En este contexto, los políticos, los funcionarios, ministros, burócratas y medios de comunicación comenzaron a promover todo tipo de sobrerregulaciones y procedimientos para contener la “voracidad” de los empresarios y la inversión privada, hasta que se configuró el actual Estado burocrático que genera pobreza e informalidad. En este contexto, el Perú dejó de crecer sobre el 6% y a reducir varios puntos de pobreza anual y, de pronto, se llegó al Bicentenario con crecimientos debajo del 3%, sin posibilidades de reducir la pobreza. Y luego del gobierno de Castillo la pobreza volvió a subir de 20% a casi 30% de la población.
Si los políticos y el Estado no hubiesen avanzado en sentido contrario del modelo económico, el Perú hubiese podido seguir creciendo sobre el 6%, hubiese podido desarrollar nuevas reformas para incrementar el PBI potencial y, de una u otra manera, se habría llegado al Bicentenario con un ingreso per cápita cercano al de un país desarrollado. En otras palabras, las narrativas de las izquierdas progresistas y neocomunistas que influenciaron a los políticos y a los medios de comunicación, de una u otra manera, explican que el Perú no haya alcanzado el umbral del desarrollo.
¿Por qué es importante esta forma de analizar la historia de manera contrafáctica? Porque nos permite entender la enorme importancia de la política y la cultura en el crecimiento, la reducción de la pobreza y el desarrollo de una sociedad en democracia. Hoy el Perú no solo atraviesa una crisis institucional y política sin precedentes, sino que también se ha empantanado en el crecimiento y el proceso de reducción de la pobreza.
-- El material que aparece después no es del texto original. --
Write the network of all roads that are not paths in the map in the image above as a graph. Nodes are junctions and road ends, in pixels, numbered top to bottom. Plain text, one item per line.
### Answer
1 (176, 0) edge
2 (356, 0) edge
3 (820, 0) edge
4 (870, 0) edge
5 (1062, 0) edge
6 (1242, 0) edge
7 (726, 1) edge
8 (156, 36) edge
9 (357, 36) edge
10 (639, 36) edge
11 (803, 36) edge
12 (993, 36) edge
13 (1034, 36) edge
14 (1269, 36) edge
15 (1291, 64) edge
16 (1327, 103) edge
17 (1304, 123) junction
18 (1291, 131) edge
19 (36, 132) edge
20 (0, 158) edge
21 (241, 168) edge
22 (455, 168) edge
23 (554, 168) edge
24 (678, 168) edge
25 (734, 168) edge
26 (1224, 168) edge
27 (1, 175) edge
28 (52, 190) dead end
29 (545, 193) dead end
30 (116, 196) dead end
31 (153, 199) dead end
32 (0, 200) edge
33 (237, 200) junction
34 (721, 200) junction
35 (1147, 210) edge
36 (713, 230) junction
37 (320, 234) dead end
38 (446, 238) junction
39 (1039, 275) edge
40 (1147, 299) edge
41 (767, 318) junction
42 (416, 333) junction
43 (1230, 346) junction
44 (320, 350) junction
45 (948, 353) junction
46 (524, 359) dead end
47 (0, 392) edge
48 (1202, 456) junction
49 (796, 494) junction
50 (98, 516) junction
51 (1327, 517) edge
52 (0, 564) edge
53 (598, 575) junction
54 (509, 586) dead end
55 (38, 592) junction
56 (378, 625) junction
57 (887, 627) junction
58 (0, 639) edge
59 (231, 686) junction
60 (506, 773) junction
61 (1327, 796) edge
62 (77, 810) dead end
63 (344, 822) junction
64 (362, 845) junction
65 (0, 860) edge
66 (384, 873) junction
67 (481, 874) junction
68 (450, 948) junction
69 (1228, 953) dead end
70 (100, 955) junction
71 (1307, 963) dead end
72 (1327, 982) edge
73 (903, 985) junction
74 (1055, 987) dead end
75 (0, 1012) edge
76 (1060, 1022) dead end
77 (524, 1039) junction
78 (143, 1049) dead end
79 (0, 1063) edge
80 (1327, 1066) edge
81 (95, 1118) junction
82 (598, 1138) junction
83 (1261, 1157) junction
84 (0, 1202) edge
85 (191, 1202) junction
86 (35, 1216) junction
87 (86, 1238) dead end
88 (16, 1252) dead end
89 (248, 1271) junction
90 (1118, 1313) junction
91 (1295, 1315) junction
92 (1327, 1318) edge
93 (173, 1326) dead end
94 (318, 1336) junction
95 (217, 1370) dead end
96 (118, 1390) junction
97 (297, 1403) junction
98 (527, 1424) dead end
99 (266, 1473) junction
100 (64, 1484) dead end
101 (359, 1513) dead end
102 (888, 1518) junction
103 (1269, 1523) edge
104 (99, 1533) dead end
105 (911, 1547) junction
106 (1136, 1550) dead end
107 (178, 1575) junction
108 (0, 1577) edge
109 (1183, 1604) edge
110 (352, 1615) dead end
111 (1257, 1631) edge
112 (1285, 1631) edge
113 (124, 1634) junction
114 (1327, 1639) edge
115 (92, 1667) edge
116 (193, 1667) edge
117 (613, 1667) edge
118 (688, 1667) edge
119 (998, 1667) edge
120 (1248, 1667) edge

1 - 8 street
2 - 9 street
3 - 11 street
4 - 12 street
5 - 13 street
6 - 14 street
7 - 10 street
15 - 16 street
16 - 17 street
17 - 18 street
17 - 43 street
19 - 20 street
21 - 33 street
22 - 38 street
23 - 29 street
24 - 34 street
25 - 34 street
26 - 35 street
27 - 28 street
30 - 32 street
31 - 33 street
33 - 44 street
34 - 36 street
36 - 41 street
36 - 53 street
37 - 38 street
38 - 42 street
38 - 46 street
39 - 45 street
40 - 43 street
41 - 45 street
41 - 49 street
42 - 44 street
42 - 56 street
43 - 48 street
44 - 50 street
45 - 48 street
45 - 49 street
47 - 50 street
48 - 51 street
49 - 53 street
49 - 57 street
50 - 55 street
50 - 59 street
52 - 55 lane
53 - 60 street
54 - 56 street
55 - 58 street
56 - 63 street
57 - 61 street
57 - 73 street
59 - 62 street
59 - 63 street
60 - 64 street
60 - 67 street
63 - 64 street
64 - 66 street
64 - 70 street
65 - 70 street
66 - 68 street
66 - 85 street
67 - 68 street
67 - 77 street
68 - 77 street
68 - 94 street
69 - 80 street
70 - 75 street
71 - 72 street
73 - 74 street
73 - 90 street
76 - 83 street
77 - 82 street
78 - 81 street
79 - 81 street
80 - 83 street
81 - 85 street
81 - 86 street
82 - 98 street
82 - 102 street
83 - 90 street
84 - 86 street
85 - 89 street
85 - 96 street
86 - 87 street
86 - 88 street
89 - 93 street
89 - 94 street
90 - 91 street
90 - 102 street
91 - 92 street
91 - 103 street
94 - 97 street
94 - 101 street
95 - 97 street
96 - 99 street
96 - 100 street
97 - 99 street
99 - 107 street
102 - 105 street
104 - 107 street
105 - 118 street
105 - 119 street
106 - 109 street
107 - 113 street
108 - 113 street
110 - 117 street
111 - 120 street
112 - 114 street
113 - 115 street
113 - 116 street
La economía y la institucionalidad resisten, es verdad; sin embargo, no parece posible que semejante situación continúe si en las elecciones del 2026 no existe una salida viable a favor de la democracia y la economía de mercado. Si se logra esa salida auspiciosa tendremos que entender que la idea de las cuerdas separadas entre la política y la economía nunca funcionará.